>>>>>

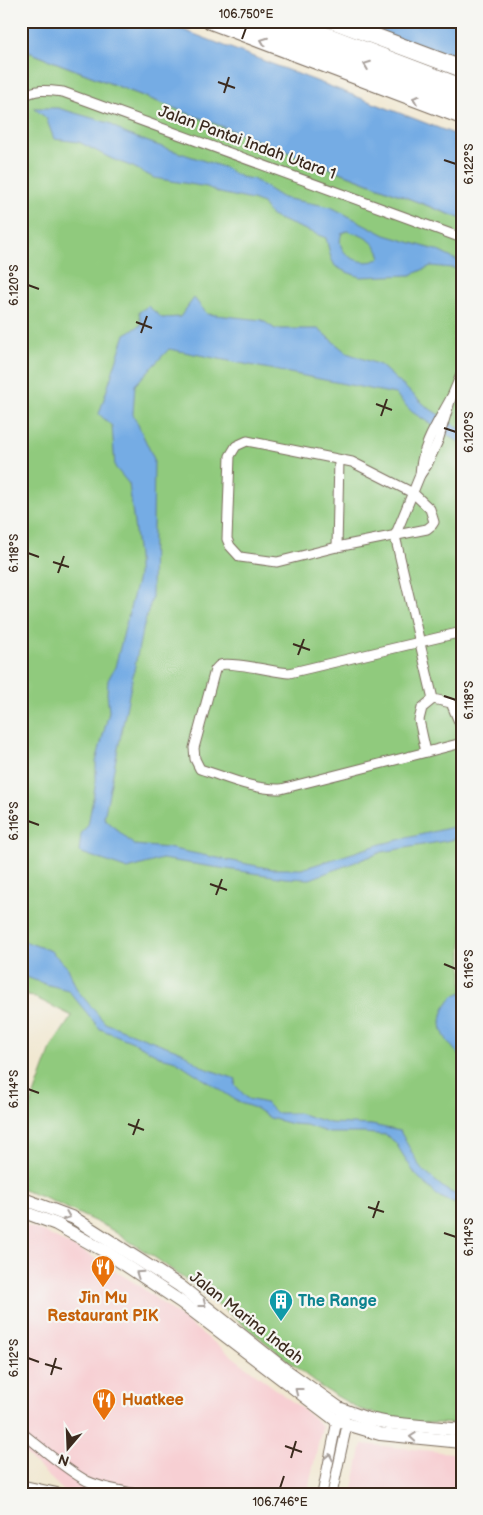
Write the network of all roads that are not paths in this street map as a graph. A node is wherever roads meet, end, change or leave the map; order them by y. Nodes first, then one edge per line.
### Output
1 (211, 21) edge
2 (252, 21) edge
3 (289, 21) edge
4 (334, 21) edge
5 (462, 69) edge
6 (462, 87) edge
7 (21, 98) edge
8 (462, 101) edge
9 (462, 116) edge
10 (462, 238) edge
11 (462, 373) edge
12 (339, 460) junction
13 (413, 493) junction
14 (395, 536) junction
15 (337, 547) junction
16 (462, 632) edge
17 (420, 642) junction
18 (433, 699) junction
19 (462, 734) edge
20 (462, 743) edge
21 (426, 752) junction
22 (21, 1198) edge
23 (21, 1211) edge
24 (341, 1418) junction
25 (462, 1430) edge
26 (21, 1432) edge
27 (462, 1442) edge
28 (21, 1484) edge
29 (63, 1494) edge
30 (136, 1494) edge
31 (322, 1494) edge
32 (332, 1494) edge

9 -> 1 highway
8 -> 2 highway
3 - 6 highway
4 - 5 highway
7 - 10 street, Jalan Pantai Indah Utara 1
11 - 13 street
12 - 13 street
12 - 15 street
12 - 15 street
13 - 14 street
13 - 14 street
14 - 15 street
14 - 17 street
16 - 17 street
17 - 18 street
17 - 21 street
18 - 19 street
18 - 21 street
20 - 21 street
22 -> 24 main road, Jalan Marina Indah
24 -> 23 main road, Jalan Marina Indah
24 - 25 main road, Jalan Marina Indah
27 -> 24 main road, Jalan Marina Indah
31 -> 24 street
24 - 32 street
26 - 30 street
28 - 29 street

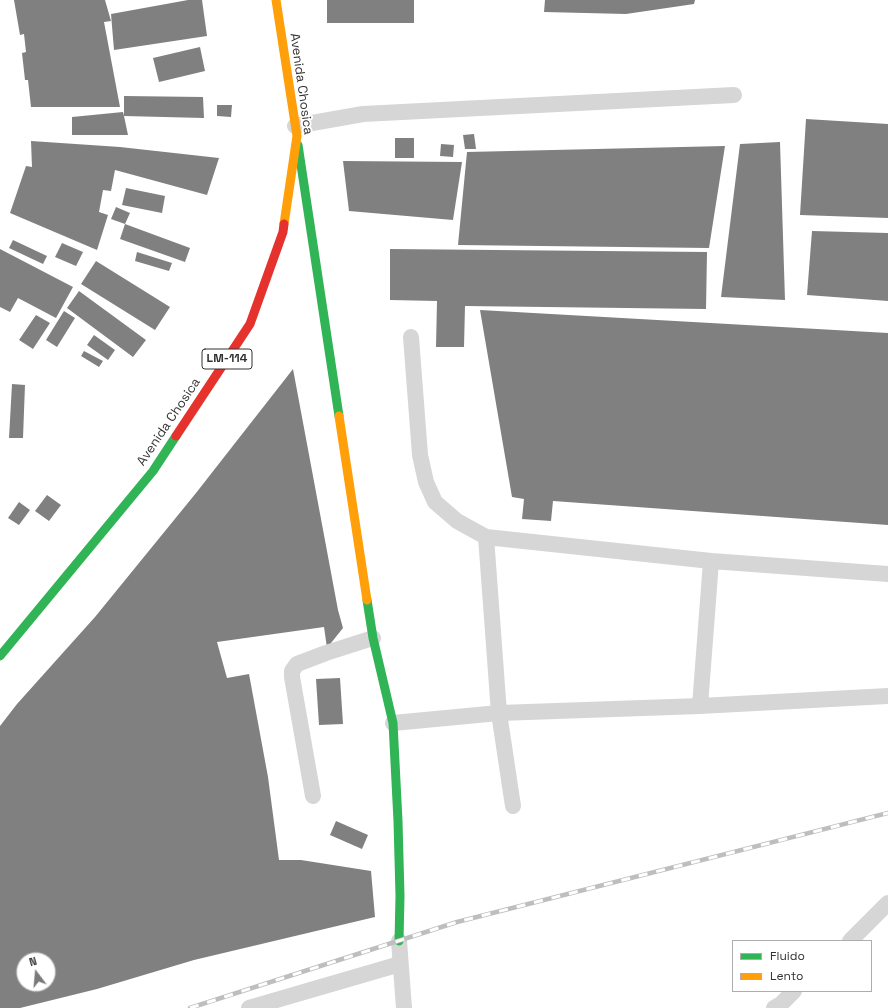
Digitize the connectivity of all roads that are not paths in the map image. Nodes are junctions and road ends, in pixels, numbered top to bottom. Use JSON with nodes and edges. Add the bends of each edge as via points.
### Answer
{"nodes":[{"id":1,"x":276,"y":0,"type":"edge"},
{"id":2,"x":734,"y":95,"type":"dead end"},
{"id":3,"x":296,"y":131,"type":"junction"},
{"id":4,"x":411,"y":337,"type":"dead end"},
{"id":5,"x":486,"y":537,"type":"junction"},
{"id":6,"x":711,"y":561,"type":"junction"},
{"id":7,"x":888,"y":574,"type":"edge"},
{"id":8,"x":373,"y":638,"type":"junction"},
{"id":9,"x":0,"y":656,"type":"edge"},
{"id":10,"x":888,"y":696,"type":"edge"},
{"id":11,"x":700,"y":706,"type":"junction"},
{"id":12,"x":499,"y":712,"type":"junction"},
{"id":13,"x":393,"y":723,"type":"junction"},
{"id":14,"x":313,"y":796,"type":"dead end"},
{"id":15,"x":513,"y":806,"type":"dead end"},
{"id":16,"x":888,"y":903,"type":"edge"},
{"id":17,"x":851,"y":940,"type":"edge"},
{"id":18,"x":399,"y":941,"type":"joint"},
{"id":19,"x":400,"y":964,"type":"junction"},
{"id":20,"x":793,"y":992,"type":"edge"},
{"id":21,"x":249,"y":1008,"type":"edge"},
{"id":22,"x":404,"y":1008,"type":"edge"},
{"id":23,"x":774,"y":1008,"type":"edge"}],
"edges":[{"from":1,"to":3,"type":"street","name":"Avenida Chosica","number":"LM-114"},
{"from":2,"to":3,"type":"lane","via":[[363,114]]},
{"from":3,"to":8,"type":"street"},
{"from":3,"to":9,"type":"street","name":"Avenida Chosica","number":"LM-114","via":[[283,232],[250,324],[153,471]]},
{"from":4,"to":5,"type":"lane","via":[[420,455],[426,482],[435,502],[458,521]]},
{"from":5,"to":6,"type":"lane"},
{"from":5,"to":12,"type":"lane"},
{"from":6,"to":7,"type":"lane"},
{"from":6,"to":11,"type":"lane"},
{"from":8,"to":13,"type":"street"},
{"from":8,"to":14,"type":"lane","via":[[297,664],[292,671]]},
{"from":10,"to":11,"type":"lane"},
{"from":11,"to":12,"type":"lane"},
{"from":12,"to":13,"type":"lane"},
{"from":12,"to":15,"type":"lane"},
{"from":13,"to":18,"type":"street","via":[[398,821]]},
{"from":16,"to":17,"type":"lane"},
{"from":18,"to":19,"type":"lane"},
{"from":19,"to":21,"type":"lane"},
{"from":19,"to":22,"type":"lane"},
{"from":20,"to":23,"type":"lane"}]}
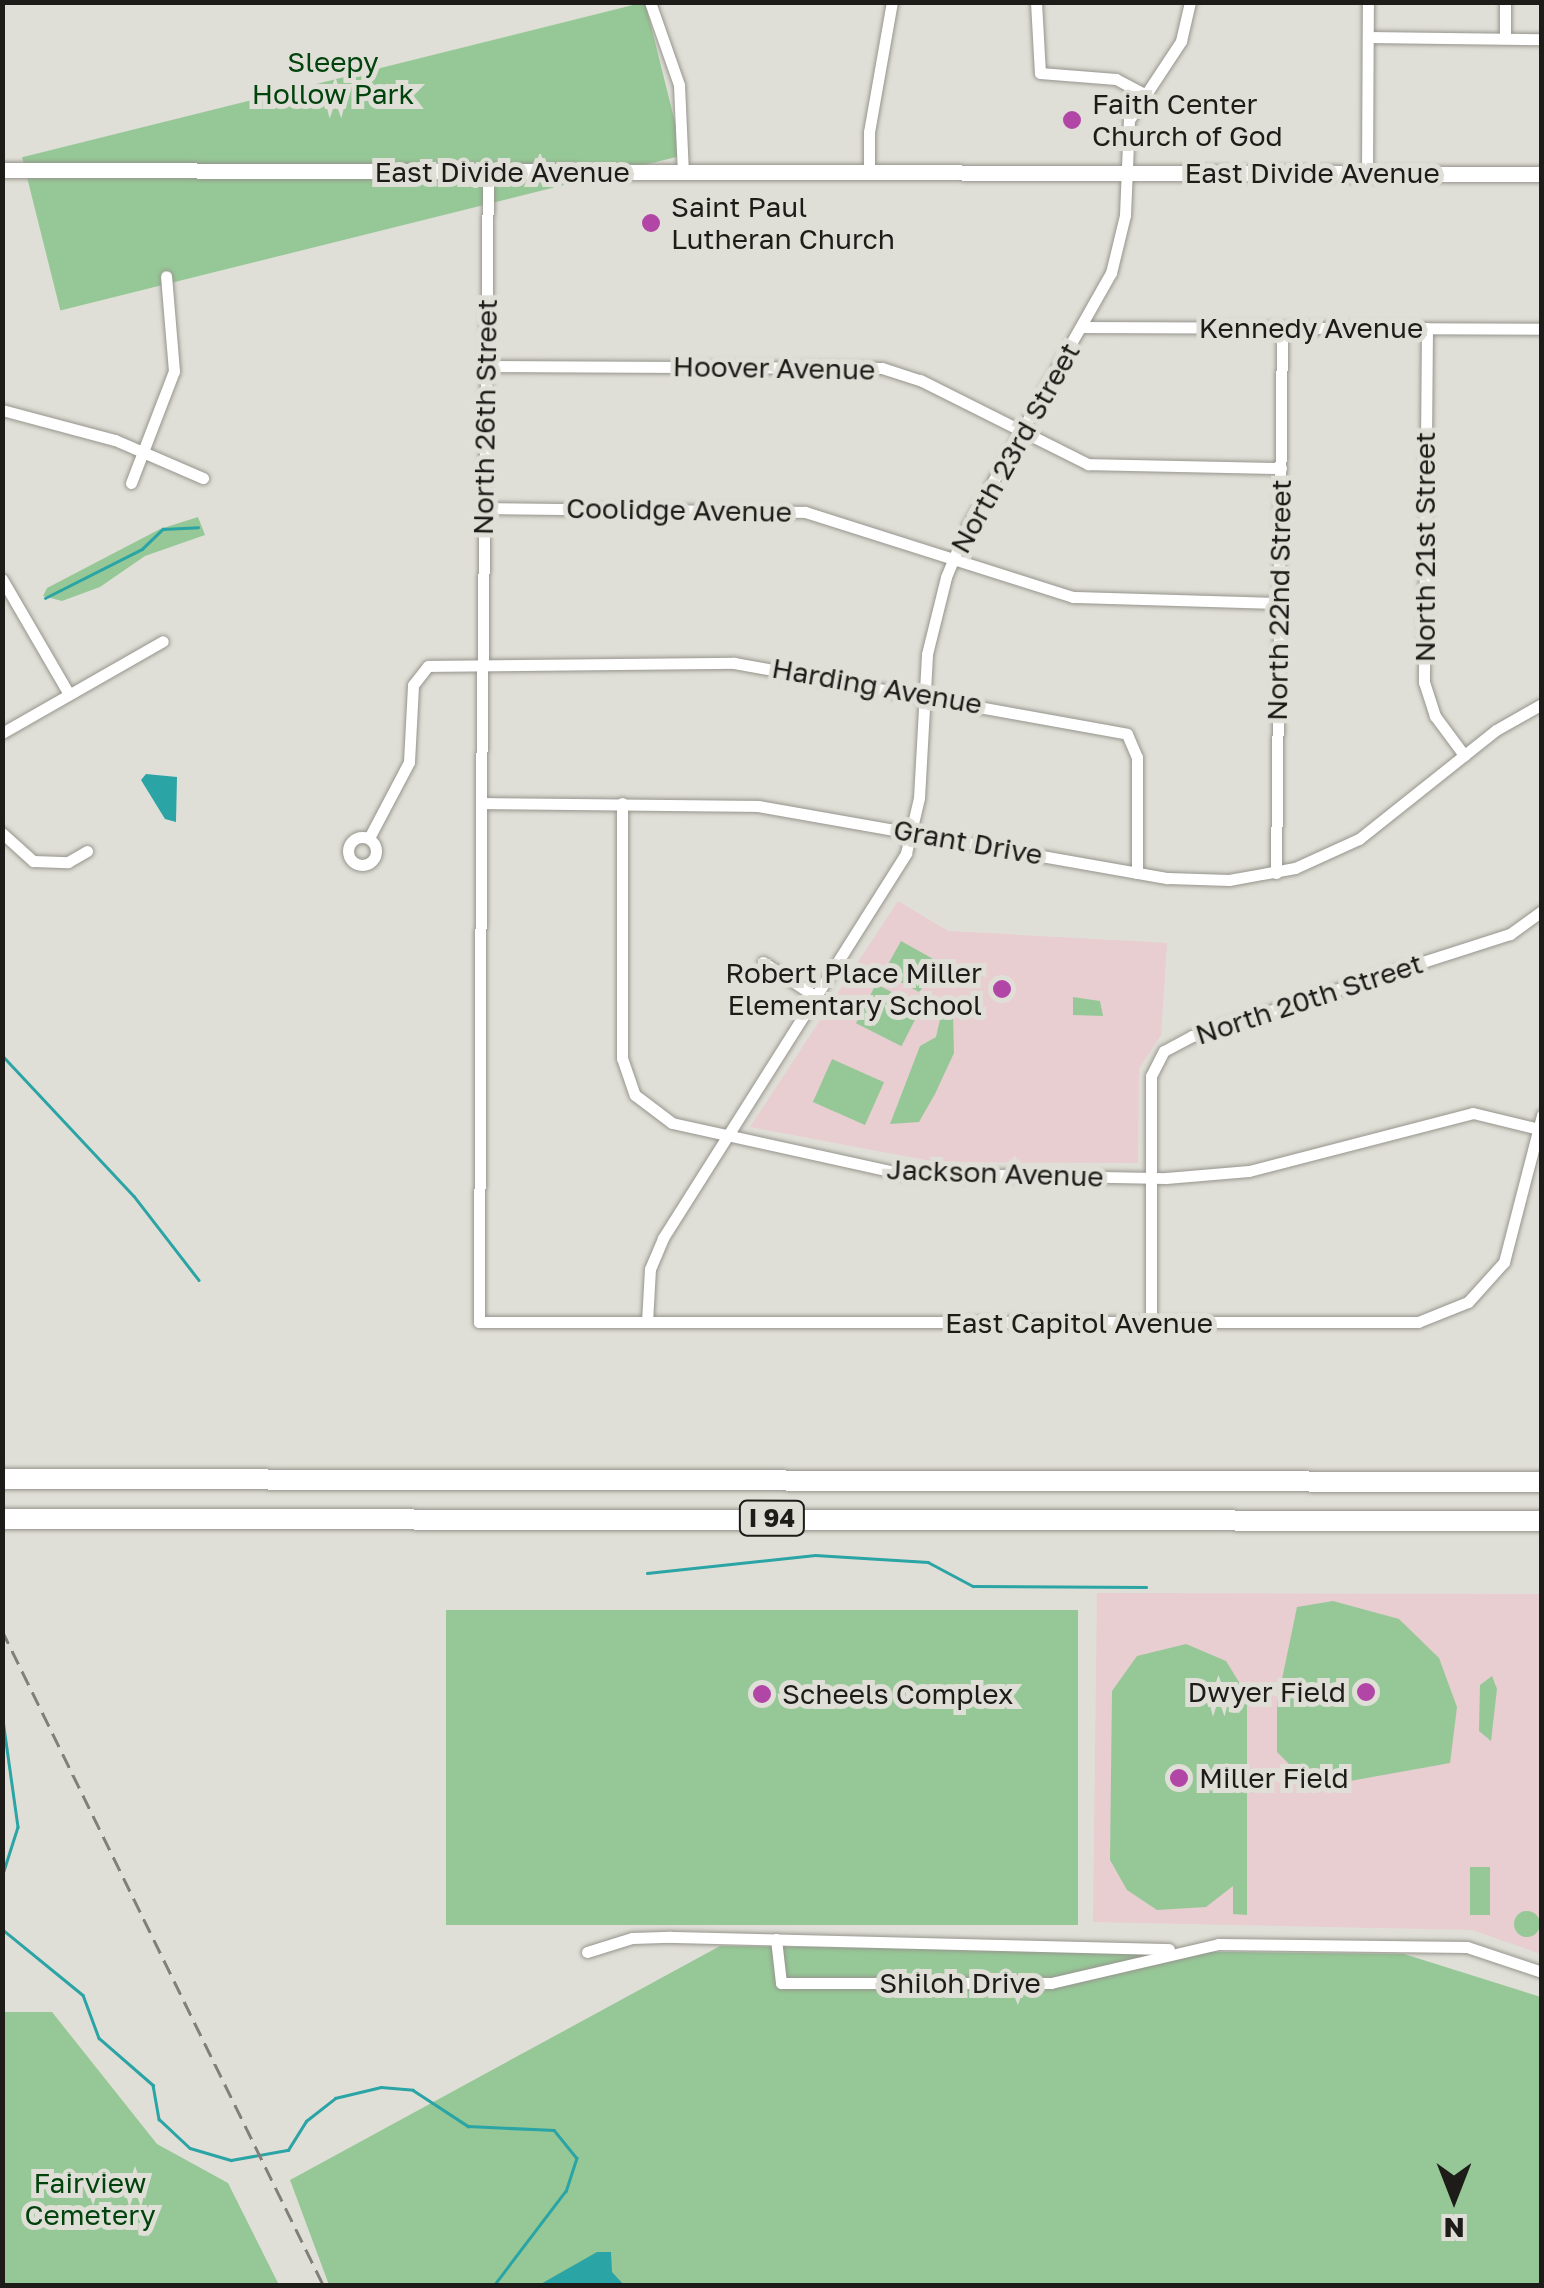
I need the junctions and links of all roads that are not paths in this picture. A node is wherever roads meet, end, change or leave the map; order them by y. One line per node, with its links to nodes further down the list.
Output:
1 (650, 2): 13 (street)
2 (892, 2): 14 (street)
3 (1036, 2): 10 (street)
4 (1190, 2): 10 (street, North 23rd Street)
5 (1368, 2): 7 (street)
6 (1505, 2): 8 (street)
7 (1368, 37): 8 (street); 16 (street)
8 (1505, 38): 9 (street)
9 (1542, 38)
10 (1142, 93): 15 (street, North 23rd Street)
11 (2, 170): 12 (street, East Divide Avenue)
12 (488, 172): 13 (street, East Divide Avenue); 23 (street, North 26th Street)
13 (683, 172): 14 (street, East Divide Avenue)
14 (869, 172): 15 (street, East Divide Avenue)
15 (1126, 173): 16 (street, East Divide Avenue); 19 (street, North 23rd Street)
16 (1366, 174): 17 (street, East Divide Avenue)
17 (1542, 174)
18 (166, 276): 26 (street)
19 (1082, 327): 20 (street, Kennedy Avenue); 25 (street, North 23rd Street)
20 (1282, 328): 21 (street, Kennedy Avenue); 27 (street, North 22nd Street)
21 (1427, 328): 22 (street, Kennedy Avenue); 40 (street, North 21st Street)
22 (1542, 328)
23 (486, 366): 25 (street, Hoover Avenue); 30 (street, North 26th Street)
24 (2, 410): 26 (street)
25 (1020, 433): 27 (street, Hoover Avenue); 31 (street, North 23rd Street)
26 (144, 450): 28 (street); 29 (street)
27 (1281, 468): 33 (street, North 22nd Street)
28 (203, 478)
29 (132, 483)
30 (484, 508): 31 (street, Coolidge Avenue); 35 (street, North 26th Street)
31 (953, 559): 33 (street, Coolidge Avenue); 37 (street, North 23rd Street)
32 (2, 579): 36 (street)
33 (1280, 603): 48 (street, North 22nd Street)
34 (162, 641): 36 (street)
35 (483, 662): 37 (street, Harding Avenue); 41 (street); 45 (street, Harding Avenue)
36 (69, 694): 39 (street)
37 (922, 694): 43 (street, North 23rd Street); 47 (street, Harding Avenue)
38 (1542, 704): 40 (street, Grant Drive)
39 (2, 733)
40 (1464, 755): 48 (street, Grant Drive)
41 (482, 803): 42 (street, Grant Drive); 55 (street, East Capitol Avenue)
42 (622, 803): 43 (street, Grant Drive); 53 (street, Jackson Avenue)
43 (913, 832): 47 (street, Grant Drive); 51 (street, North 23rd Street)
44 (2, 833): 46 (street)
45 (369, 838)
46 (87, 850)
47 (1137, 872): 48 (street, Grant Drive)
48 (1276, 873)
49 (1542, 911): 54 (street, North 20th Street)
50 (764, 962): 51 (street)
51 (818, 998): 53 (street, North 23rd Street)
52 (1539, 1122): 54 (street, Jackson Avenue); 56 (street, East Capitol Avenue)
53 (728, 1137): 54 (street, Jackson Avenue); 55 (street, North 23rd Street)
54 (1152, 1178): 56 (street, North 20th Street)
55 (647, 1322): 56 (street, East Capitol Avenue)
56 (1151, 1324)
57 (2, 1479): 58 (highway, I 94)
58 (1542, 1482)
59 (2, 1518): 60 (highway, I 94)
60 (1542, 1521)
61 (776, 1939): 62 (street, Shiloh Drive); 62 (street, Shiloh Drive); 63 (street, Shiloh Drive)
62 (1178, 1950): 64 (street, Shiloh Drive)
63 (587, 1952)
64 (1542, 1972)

<<<<<

■ Problem details ■
Every line holding the word "Jackson" should be copied out of the material.

■ Answer for the task ■
42 (622, 803): 43 (street, Grant Drive); 53 (street, Jackson Avenue)
52 (1539, 1122): 54 (street, Jackson Avenue); 56 (street, East Capitol Avenue)
53 (728, 1137): 54 (street, Jackson Avenue); 55 (street, North 23rd Street)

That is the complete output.